Jeffrey William Eggers served in the White House for six years, most recently as President Obama's special assistant for national security affairs. Eggers retired from the Navy in 2013 after a twenty-year career as a U.S. Navy SEAL. His many operational tours included several SEAL Teams, commander of the Special Operations Task Unit in western Iraq, and operations officer and mission commander for the U.S. Navy's undersea special operations command. From his time as a SEAL, he has extensive combat and leadership experience. Eggers also served as the National Security Council's senior director for Afghanistan and Pakistan for four years.

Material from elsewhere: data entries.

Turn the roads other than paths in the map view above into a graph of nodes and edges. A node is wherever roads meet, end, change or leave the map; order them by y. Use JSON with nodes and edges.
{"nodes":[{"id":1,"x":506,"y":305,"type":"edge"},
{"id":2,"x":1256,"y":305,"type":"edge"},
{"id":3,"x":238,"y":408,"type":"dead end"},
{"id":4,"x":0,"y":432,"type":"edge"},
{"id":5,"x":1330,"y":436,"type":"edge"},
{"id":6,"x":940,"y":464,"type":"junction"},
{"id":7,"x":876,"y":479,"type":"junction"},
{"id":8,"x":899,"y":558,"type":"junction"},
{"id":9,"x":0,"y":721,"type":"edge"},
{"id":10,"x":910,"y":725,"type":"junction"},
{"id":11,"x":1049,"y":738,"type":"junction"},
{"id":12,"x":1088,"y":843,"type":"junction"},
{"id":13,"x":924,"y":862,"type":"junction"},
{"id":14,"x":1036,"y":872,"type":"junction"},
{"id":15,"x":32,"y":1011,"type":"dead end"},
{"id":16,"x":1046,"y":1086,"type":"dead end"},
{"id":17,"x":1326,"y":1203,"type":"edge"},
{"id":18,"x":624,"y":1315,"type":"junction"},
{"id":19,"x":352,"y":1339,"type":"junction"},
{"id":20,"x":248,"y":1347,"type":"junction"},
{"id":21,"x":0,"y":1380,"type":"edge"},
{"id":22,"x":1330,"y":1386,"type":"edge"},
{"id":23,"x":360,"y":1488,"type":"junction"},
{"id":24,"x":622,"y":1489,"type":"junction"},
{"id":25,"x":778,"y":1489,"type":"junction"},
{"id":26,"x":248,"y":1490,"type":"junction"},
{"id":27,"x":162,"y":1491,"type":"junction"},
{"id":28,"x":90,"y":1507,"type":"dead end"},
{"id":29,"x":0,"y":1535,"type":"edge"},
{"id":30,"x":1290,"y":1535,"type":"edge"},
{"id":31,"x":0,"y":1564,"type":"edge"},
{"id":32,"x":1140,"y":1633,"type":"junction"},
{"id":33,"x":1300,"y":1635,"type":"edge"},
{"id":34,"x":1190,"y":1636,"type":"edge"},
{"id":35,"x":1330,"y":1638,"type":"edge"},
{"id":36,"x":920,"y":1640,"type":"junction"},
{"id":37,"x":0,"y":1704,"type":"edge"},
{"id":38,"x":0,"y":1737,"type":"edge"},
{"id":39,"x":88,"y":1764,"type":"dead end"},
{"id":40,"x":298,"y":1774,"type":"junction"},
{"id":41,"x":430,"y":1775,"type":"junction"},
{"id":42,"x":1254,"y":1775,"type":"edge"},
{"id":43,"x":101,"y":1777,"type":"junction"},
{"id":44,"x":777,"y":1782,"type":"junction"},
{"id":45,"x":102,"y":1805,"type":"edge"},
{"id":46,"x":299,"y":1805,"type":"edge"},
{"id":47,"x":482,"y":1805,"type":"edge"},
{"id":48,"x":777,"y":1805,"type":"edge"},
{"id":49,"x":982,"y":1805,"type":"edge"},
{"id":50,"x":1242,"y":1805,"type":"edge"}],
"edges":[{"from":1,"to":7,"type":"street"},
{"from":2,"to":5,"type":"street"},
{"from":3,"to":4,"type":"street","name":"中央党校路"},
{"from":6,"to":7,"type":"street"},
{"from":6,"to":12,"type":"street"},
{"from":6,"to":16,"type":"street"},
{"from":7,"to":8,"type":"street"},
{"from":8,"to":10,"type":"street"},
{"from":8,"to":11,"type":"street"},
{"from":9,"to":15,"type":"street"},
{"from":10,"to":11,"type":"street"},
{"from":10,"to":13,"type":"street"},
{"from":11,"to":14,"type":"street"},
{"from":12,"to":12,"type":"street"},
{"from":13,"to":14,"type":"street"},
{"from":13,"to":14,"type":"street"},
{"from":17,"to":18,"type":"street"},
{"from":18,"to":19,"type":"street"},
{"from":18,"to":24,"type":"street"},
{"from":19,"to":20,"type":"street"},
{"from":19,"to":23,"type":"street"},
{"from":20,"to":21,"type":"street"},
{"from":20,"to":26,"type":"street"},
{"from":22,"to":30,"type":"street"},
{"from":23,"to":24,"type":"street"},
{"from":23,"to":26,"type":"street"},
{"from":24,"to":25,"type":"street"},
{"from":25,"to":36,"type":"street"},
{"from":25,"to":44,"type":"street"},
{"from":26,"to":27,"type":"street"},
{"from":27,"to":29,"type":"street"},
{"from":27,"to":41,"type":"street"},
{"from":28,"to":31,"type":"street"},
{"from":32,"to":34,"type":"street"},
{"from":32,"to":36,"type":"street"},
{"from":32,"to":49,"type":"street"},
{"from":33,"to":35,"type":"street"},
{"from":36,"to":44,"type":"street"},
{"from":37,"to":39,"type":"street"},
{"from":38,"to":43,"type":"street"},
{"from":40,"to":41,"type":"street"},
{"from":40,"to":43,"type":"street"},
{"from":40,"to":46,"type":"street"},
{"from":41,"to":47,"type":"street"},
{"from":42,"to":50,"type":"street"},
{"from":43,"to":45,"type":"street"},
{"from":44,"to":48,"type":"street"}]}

He currently leads the McChrystal Group's Leadership Institute, a leadership consulting firm whose main goal is to improve the performance of organizations. Eggers is also a senior fellow in New America's International Security program, where he researches policy making in the public sector, focusing specifically on the behavioral science behind decision making. Eggers is a speaker exclusively represented by Leading Authorities speakers bureau, and utilizes his extensive experience to discuss politics and leadership, as well as how our notion of leadership in America needs to change. Eggers is currently on the board of a non-profit that helps families of veterans who were killed in action. He is also a member of the NationSwell Council, which is a group the focuses on solutions to critical challenges in America. He also researches behavioral science, and has many publications, including ones in Fortune, Politico, and U.S. News & World Report. Eggers has taught courses in change management and leadership for U.S. intelligence agencies, the Foreign Service Institute, and the Johns Hopkins School of Advanced International Studies.

== Education ==
Eggers has an MA from Oxford University and a BS from the United States Naval Academy.

== Books ==
- McChrystal, Stanley (2018). "Leaders: Myth and Reality"

==Other groups==
- Co-founder and Managing Partner at Rsquared VC
- Senior fellow at the New America Foundation
- Advisor for the Centre for Humanitarian Dialogue
- Member of the NationSwell Council
- Board member of the Special Operations Fund, a non-profit that cares for and assists the families of special operations veterans killed in action

==Awards and honors==
- In 2014, Eggers received the Samuel Nelson Drew Award for “distinguished contributions in pursuit of global peace” from President Obama for mediating the political crisis that followed the 2014 Afghan presidential elections.